:: MATERIAL SUPPLIED ::
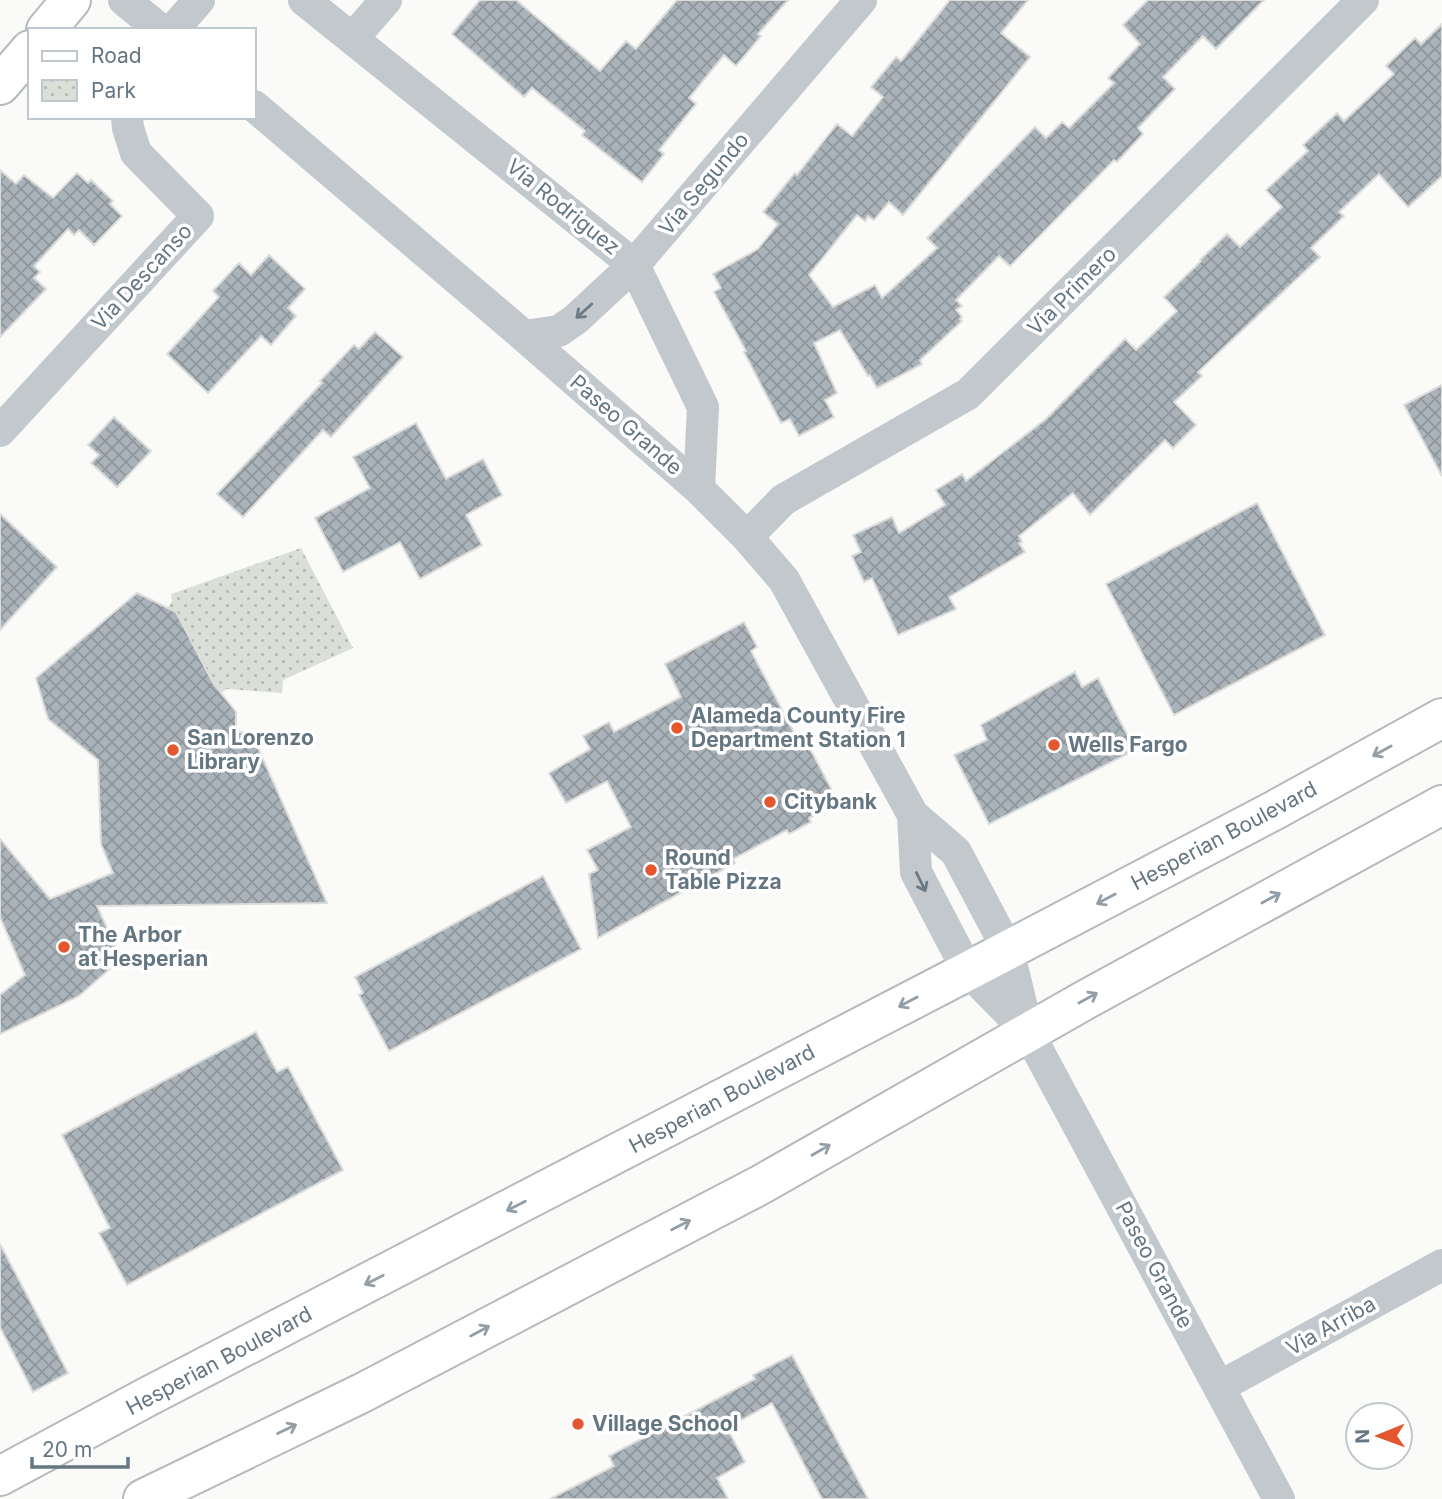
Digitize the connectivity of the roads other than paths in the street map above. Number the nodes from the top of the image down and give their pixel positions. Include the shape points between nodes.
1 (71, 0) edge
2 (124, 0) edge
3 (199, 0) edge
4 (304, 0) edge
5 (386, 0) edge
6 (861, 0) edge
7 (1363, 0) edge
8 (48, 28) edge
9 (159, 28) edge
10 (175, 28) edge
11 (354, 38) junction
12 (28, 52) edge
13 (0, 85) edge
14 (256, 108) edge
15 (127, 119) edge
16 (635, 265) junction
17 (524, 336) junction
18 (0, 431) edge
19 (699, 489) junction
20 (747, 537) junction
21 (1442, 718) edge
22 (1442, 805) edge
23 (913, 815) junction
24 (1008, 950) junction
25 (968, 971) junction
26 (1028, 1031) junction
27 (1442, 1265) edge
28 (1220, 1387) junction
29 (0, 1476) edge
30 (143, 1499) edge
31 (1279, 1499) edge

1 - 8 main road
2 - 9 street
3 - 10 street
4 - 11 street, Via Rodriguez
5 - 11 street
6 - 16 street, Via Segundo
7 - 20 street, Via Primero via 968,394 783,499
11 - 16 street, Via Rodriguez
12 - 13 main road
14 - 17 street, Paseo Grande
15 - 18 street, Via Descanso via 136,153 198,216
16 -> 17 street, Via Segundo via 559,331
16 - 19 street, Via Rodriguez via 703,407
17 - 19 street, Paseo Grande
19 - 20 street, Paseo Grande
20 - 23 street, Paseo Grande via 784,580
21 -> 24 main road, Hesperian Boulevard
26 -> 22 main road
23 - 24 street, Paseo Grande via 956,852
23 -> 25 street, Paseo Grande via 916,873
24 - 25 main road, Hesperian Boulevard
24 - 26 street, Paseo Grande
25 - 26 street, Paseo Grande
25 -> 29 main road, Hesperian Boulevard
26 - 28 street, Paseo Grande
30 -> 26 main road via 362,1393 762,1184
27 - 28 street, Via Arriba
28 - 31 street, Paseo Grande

:: TASK TO COMPLETE ::
State only the number of lines in these entries that contain "Boulevard".

:: ANSWER FOR THIS EXERCISE ::
3